Jesus therefore, being wearied with his journey, sat thus by the fountain. Shechem was one of the main halting-places on the route from Jerusalem to Galilee. Turning off a little from the road, Jesus reached the well, and (now alone, because His disciples had gone into Sychar to buy provisions) wearied with a long day's travel He ‘sat thus' sat, wearied as He was ‘by the fountain,' or on the low wall built round the well.

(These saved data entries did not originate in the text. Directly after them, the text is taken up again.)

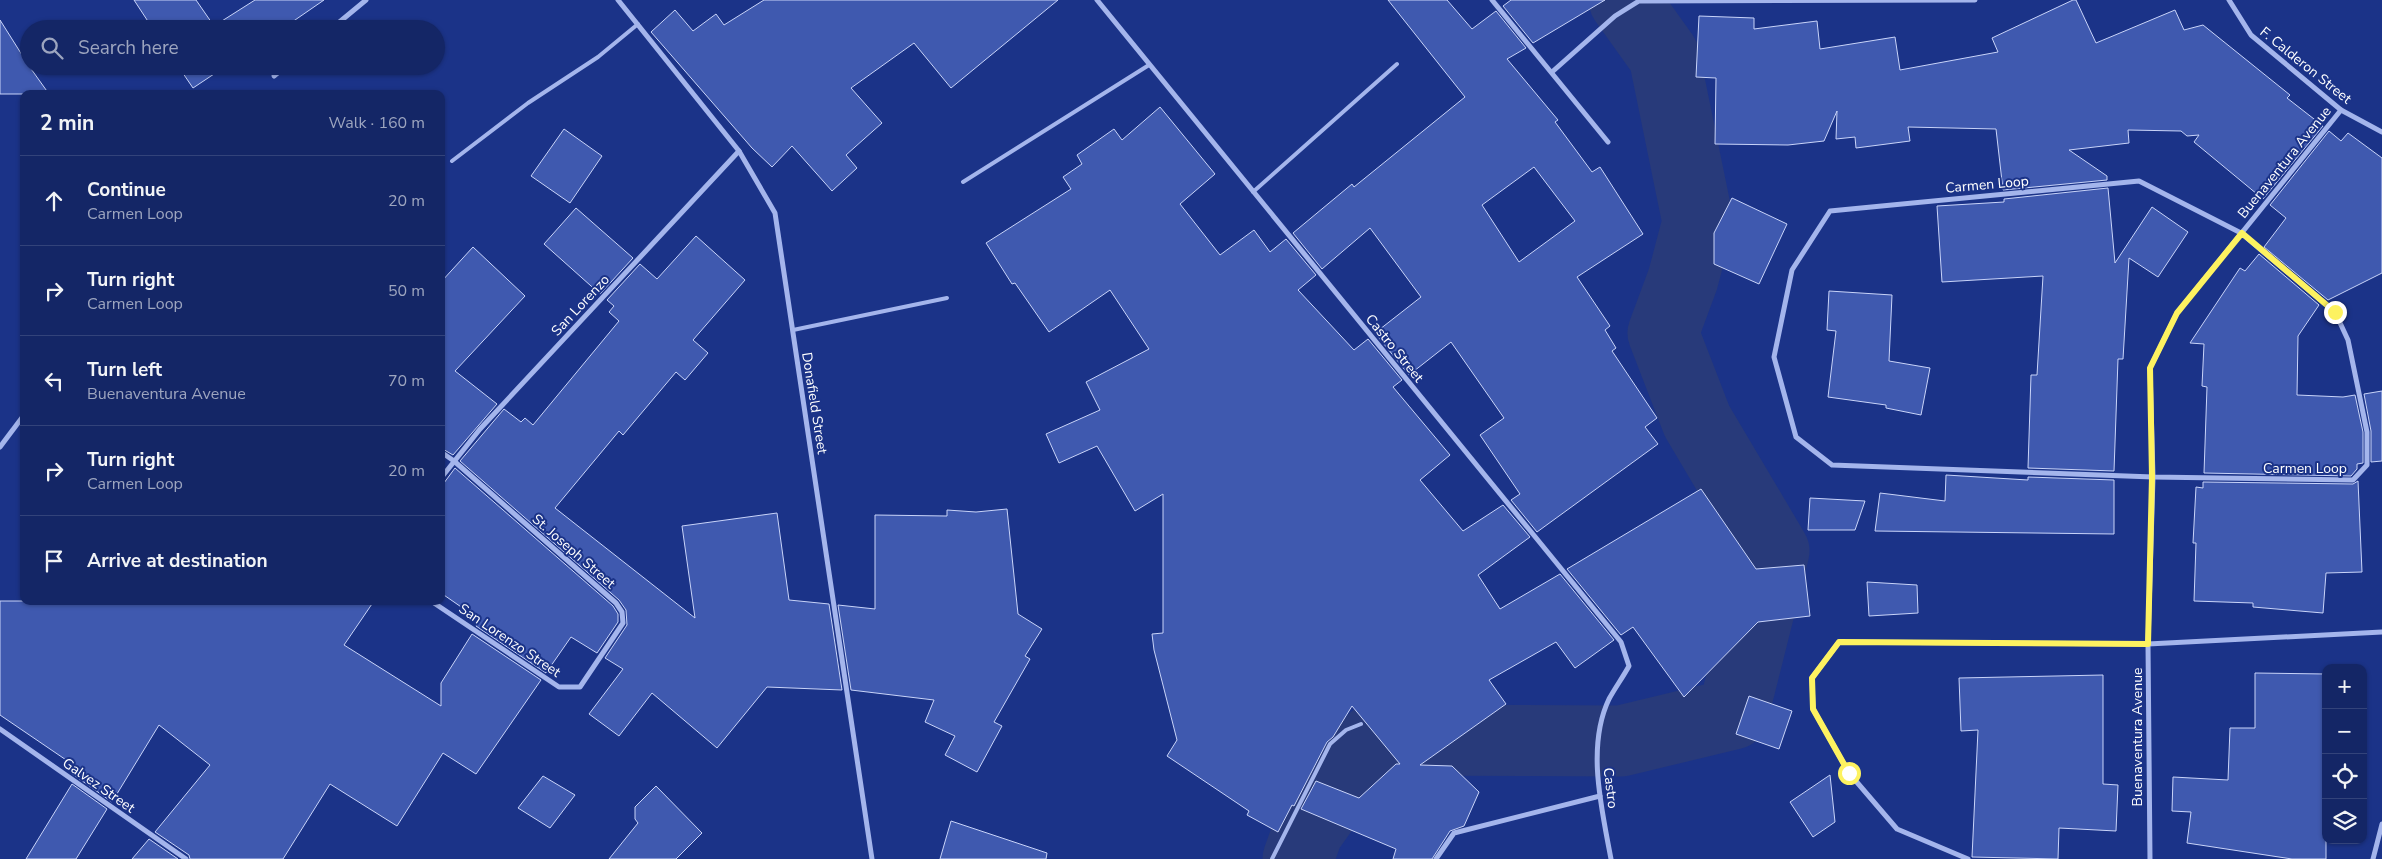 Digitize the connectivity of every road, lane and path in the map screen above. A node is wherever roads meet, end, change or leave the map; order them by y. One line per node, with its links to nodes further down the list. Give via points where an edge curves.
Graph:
1 (366, 0): 8 (street)
2 (618, 0): 9 (street, Donafield Street)
3 (1097, 0): 11 (street, Castro Street)
4 (1492, 0): 12 (street)
5 (1639, 0): 6 (street); 12 (street, via 1615,16)
6 (1972, 0)
7 (2229, 0): 13 (street, F. Calderon Street, via 2251,35)
8 (342, 20)
9 (638, 24): 16 (street, Donafield Street); 17 (lane, via 598,57 528,103)
10 (1397, 64): 19 (lane)
11 (1149, 65): 18 (lane); 19 (street, Castro Street)
12 (1552, 72): 15 (street)
13 (2341, 110): 14 (street, F. Calderon Street); 20 (street, Buenaventura Avenue)
14 (2382, 132)
15 (1608, 142)
16 (739, 151): 22 (street, Donafield Street, via 775,213); 26 (street, San Lorenzo, via 487,421)
17 (452, 161)
18 (962, 182)
19 (1253, 192): 33 (street, Castro Street, via 1621,642 1629,666 1609,700)
20 (2242, 233): 28 (street, Buenaventura Avenue, via 2177,313 2150,368); 28 (street, Carmen Loop, via 2335,312 2348,340 2367,432 2366,465 2353,480); 28 (street, Carmen Loop, via 2139,181 1830,211 1792,270 1774,357 1796,437 1832,464)
21 (947, 298): 22 (lane)
22 (792, 330): 39 (street, Donafield Street)
23 (20, 420): 24 (street)
24 (0, 447)
25 (445, 455): 26 (street, St. Joseph Street)
26 (454, 461): 27 (street, San Lorenzo); 32 (street, St. Joseph Street, via 616,603 622,612 623,623)
27 (445, 473)
28 (2152, 477): 31 (street, Buenaventura Avenue)
29 (437, 605): 32 (street, San Lorenzo Street, via 559,687)
30 (2382, 632): 31 (street)
31 (2148, 644): 43 (street, via 1839,642 1812,678 1813,709 1849,773 1897,829); 44 (street, Buenaventura Avenue)
32 (580, 687)
33 (1602, 720): 36 (street, Castro, via 1597,763)
34 (1361, 724): 40 (lane, via 1346,730 1330,744)
35 (0, 729): 38 (street, Galvez Street)
36 (1600, 796): 41 (street, via 1454,833); 42 (street, Castro)
37 (2382, 824): 45 (street)
38 (186, 859)
39 (872, 859)
40 (1272, 859)
41 (1436, 859)
42 (1611, 859)
43 (1968, 859)
44 (2150, 859)
45 (2373, 859)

It was about the sixth hour. As in the other passages in which John mentions the ‘hour,' there has been great difference of opinion respecting the time intended. If the ordinary reckoning be adopted, as in the other Gospels, the sixth hour would fall in the morning, a little before noon. But for the reasons assigned in the note on chap. 39, it seems much more probable that a different computation is followed here, in which, as among ourselves, the hour is of fixed length (not a twelfth part of the variable interval between sunrise and sunset), and the time is reckoned from midnight and noon. By ‘sixth hour,' therefore, according to the usage of the ancients, we must understand either the hour between 5 and 6 A.M. or the hour between 5 and 6 P.M. On the whole, the latter seems more probable. If our Lord's journey through Samaria took place in the middle of December (see the note on John 4:35), 5 P.M. would be about the time of sunset, and the evening twilight would last until about half-past 6. This hour was the ordinary time at which women came forth to draw water at the public wells. No difficulty need be felt on account of the lateness of the hour, for very little time is really required for all that is here related up to the 38 th (John 4:38) verse (comp. Mark 1:32; Luke 4:40).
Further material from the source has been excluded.